Morning in Leawood

The weather gods continue to smile on my visit to Kansas City.  Outside the wide window in Jeanne Foster’s kitchen, I see a bit of grey but no ice, no snow, no rain.  A low electric light in a wrought-iron lantern glows from the stone wall.  Spring hovers near this place; birds twitter in the oaks rising above the house.  One of the trees bears a tattered yellow ribbon.  I briefly wonder what death or absence my friend honored with its placement.

In another hour, I will visit children whose custody will be resolved at trial on Tuesday.  My status as their guardian ad litem brings me here this week.  I could have withdrawn, but another appointment would have meant delay in an already dreary case.  I can’t charge for the trip; the cost of it will march on my Schedule C and offset whatever earnings I might have this year to whatever extend Caesar  allows.  I’m technically unemployed and can ill afford these expenses, but I have faith that the universe will reward me, if only in the calm of some inner feeling.

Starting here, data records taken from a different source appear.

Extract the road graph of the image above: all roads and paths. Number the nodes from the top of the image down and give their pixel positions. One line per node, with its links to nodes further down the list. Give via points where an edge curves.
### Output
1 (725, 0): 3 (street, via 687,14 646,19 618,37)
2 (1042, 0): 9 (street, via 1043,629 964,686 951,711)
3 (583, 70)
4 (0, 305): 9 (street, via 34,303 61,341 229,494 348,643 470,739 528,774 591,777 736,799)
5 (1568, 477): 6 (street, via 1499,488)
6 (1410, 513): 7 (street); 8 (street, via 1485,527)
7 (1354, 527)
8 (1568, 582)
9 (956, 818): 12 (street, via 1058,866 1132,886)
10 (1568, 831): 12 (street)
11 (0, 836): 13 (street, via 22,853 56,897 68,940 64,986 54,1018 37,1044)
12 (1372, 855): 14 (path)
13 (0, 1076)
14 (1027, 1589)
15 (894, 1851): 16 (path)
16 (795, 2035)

Later today, I will rummage in the storage unit where the remaining bits of my life here await disposal.  I do not look forward to that endeavor.  But for the dropped ball of an inexperienced real estate agent (giving her the wide benefit of doubt which time has allowed), I would have spent the last week packing instead of holding together the house sale.  A frantic forty-eight hours saw every one of my blessed friends madly packing.  I have no idea what awaits me.  Everything had been stored at someone’s house who decided it no longer suited him to keep my possessions, and so Paula and Sheldon once more stepped into the breach and moved them for me.  Today I will scrounge through the boxes to see what I can give away.

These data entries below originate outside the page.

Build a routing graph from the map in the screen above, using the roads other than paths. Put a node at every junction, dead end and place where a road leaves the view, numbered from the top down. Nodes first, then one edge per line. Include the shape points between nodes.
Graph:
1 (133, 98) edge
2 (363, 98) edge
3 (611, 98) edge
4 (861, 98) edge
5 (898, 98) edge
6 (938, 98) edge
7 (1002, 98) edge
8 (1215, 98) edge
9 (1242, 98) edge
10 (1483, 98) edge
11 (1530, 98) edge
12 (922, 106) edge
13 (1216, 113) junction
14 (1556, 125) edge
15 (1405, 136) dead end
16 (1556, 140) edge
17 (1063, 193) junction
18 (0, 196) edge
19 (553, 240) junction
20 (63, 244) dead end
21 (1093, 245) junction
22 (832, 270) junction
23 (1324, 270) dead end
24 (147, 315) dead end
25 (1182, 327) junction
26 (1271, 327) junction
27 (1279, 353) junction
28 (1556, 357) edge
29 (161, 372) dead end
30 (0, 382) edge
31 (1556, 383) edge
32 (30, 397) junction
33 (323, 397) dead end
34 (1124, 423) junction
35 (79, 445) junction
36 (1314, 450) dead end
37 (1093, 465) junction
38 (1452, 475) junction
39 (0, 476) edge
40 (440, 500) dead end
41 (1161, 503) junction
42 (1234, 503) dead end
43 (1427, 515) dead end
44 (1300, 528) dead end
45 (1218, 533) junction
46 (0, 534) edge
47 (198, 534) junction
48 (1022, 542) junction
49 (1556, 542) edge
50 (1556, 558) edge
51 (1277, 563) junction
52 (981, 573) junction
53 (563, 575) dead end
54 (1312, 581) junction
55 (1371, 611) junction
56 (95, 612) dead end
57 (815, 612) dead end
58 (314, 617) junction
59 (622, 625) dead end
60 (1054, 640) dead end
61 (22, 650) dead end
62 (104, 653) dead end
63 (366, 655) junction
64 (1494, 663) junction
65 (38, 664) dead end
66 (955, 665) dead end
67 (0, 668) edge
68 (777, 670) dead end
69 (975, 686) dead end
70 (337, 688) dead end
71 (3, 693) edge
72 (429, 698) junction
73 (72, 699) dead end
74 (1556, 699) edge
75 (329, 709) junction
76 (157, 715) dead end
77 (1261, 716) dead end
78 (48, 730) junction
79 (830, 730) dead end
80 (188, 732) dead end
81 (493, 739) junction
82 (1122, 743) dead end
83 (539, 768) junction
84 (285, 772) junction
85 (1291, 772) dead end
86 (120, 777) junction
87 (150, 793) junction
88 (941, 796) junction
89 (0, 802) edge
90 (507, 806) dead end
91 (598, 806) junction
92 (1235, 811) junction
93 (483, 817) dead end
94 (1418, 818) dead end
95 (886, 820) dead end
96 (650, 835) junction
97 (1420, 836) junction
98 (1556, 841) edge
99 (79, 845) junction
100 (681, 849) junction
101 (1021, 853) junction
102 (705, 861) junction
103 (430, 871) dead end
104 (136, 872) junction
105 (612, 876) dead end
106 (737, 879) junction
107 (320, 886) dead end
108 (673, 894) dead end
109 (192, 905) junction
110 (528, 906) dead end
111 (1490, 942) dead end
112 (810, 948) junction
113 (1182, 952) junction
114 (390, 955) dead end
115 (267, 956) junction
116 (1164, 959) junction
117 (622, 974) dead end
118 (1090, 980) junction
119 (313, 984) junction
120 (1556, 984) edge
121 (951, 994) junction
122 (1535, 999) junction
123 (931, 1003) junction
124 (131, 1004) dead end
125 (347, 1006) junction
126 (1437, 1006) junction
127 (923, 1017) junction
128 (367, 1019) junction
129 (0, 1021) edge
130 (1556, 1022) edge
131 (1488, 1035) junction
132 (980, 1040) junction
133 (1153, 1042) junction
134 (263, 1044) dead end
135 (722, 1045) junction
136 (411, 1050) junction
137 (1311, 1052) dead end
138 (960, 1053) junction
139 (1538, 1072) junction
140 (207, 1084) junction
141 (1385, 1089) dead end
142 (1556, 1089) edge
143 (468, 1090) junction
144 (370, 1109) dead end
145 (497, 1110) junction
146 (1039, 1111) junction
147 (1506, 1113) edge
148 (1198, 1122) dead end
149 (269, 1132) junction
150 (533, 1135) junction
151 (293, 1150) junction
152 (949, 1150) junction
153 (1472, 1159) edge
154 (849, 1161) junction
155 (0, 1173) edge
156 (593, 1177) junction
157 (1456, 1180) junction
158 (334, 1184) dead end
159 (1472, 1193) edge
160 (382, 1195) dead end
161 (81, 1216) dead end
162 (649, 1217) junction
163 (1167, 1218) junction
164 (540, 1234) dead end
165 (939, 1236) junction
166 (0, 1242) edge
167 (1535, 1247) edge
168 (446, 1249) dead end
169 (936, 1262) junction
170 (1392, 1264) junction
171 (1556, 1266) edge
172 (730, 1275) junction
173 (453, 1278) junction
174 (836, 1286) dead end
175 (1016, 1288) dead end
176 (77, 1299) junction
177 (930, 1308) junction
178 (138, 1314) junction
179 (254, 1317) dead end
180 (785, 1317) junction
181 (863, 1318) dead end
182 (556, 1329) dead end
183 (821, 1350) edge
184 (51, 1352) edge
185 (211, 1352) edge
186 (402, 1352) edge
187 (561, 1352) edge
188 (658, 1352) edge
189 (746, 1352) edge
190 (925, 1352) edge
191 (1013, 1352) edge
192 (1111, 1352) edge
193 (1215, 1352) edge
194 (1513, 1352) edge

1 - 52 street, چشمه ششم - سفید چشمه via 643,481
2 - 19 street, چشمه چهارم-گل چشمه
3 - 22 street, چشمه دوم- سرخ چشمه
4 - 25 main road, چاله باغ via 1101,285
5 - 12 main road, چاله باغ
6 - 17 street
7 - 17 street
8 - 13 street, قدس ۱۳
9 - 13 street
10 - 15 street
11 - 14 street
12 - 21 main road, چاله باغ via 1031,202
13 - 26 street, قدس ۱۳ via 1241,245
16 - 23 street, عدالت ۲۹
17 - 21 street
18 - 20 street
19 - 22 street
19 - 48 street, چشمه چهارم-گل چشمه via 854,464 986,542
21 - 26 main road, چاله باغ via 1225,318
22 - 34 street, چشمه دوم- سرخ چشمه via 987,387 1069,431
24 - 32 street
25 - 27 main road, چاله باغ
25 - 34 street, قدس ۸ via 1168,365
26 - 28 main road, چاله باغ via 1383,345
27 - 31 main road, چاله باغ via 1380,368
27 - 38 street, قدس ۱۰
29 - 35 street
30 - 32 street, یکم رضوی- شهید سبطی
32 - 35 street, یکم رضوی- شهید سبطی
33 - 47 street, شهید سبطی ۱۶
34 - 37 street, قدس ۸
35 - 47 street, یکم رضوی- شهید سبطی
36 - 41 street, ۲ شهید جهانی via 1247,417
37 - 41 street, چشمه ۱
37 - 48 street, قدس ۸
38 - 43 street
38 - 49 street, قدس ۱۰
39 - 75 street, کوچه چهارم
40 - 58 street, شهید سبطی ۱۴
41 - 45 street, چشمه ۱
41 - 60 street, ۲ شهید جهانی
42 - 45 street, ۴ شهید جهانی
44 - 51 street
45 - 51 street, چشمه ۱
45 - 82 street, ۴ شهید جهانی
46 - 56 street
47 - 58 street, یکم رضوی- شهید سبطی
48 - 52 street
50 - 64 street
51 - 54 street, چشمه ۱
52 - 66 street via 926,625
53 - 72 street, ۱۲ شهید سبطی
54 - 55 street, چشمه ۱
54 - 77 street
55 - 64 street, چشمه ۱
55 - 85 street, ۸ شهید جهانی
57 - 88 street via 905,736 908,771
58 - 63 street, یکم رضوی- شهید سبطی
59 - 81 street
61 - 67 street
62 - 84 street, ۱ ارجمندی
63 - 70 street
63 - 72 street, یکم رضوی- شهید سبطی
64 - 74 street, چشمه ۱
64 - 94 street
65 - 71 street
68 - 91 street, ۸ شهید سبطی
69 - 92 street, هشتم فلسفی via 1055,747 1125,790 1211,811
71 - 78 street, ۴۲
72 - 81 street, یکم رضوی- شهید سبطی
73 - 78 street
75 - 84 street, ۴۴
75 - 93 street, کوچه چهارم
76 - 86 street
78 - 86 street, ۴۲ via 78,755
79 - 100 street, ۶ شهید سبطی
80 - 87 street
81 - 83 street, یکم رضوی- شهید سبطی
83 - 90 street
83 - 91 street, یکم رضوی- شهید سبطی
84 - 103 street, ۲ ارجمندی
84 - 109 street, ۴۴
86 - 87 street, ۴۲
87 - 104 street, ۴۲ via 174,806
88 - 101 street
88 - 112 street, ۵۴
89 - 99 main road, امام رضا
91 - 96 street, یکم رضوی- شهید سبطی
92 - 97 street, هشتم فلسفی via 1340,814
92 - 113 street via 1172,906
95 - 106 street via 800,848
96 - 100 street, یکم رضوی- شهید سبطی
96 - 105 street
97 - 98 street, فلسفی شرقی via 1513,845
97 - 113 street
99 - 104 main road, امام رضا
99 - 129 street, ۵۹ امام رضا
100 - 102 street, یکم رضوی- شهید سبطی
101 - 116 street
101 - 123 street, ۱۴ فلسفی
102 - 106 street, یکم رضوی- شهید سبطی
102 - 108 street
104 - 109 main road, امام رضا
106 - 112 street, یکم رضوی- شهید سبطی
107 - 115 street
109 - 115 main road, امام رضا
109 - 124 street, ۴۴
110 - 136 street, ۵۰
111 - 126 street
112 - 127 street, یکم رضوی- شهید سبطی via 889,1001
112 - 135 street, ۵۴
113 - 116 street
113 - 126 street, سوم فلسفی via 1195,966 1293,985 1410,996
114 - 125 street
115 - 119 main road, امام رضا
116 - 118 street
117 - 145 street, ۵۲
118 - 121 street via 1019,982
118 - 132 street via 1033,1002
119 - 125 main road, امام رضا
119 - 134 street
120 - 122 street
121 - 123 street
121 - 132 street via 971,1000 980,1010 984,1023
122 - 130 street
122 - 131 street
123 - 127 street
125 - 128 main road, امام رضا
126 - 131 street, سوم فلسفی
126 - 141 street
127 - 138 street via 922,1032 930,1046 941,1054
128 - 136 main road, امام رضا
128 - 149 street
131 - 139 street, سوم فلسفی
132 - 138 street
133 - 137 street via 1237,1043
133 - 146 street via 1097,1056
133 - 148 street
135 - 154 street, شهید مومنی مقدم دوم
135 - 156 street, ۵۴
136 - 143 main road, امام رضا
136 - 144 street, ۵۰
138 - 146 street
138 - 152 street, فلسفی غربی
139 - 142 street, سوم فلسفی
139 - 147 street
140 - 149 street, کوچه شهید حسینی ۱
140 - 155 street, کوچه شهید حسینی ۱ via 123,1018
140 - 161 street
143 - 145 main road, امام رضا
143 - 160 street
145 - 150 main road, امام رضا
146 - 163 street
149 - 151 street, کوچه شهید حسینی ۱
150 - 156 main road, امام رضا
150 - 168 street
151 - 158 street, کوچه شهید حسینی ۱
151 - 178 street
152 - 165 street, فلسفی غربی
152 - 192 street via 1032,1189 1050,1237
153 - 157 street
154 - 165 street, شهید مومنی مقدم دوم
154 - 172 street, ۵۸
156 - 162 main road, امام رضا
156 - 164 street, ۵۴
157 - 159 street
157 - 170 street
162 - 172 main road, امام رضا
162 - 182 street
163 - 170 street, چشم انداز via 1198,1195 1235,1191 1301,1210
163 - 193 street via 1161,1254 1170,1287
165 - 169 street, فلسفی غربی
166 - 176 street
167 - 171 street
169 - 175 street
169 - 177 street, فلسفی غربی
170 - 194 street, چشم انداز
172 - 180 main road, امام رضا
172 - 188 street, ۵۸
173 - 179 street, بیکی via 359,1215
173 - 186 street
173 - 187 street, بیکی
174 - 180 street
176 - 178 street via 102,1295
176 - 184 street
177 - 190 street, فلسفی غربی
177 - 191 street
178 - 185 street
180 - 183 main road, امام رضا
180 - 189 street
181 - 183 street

I don’t greatly mind this somewhat unpleasant task.  Whether I did or not, it must be done.  Cheerfully suffices as well, or better, than any other approach.

But in the meantime, Jeanne set the coffee and I’ve made eggs.  Outside the light rises.  I sit in a space which all told, surpasses my tiny house by many times over, and I’m marveling at the experience as though I have never lived any way but small.  It’s morning in Leawood, with small songbirds as soundtrack rather than the geese and cranes of the Delta.  I find myself without a care in the world, or, in the least, none to which I have any thought of giving voice.

It’s the twenty-fourth day of the fiftieth month of My Year Without Complaining.  Life continues.